┌─ Working data

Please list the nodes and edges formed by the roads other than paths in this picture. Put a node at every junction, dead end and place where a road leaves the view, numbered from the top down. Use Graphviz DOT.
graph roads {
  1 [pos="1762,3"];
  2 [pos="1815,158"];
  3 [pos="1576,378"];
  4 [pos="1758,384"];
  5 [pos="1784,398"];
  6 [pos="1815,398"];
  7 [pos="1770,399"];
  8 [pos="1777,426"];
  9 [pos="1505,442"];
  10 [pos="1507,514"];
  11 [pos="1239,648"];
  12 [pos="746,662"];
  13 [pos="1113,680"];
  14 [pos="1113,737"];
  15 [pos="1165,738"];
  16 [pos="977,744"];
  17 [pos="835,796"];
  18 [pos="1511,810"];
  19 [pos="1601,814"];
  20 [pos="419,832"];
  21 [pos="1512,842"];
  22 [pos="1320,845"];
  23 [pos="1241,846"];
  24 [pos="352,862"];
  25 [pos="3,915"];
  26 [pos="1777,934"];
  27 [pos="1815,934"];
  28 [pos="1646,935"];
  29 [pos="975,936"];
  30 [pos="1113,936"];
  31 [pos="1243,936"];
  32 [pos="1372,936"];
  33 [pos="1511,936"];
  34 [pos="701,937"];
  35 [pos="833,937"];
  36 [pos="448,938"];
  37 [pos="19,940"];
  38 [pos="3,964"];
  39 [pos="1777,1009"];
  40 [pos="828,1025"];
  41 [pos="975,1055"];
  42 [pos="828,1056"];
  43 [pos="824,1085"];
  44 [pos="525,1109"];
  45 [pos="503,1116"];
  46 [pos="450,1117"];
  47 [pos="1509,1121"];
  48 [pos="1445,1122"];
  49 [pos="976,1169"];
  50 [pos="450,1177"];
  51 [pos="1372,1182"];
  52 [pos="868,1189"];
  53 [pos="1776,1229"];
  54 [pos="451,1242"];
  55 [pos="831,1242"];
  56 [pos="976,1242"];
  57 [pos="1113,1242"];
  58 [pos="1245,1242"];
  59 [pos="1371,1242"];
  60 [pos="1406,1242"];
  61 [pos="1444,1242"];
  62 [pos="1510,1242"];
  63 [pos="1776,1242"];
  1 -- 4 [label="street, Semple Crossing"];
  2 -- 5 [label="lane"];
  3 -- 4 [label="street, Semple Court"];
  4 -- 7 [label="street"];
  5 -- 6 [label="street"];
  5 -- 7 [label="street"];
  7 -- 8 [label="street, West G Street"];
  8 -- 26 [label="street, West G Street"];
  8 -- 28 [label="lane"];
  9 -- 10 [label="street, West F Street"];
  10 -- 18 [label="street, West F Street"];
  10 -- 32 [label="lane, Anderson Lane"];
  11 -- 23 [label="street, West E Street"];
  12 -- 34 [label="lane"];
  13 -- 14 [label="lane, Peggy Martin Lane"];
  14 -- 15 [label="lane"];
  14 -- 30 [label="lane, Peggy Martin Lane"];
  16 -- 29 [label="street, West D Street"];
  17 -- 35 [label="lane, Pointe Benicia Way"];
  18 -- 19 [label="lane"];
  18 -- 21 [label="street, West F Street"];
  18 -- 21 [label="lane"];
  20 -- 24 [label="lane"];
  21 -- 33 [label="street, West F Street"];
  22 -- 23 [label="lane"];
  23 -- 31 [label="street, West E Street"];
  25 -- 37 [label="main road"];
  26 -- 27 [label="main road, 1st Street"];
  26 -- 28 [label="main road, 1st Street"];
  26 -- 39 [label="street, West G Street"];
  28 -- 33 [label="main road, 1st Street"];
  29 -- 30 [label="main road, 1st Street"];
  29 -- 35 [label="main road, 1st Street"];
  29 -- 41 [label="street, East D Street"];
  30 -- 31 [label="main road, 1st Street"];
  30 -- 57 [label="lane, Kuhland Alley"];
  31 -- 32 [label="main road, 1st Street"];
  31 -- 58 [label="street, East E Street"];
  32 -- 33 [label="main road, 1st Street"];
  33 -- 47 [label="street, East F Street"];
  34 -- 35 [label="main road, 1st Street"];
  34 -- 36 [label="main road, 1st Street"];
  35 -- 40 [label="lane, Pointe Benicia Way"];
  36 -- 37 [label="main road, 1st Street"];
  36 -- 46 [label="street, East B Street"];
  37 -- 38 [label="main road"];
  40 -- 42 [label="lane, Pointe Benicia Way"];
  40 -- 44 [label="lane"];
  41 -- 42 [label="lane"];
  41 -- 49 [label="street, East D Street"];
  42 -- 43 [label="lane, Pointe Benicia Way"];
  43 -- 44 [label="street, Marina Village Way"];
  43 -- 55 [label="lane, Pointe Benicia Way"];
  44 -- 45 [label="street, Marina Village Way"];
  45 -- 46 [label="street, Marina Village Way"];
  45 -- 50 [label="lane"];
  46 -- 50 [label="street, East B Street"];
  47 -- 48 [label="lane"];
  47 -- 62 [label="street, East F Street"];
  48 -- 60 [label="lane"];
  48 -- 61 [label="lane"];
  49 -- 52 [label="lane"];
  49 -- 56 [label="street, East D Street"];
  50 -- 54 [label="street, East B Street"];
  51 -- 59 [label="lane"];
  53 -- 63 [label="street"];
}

└─

## [Work to complete]
Take every line from the records above that has the word "roads" and copy it.

## [Answer to this problem]
Please list the nodes and edges formed by the roads other than paths in this picture. Put a node at every junction, dead end and place where a road leaves the view, numbered from the top down. Use Graphviz DOT.
graph roads {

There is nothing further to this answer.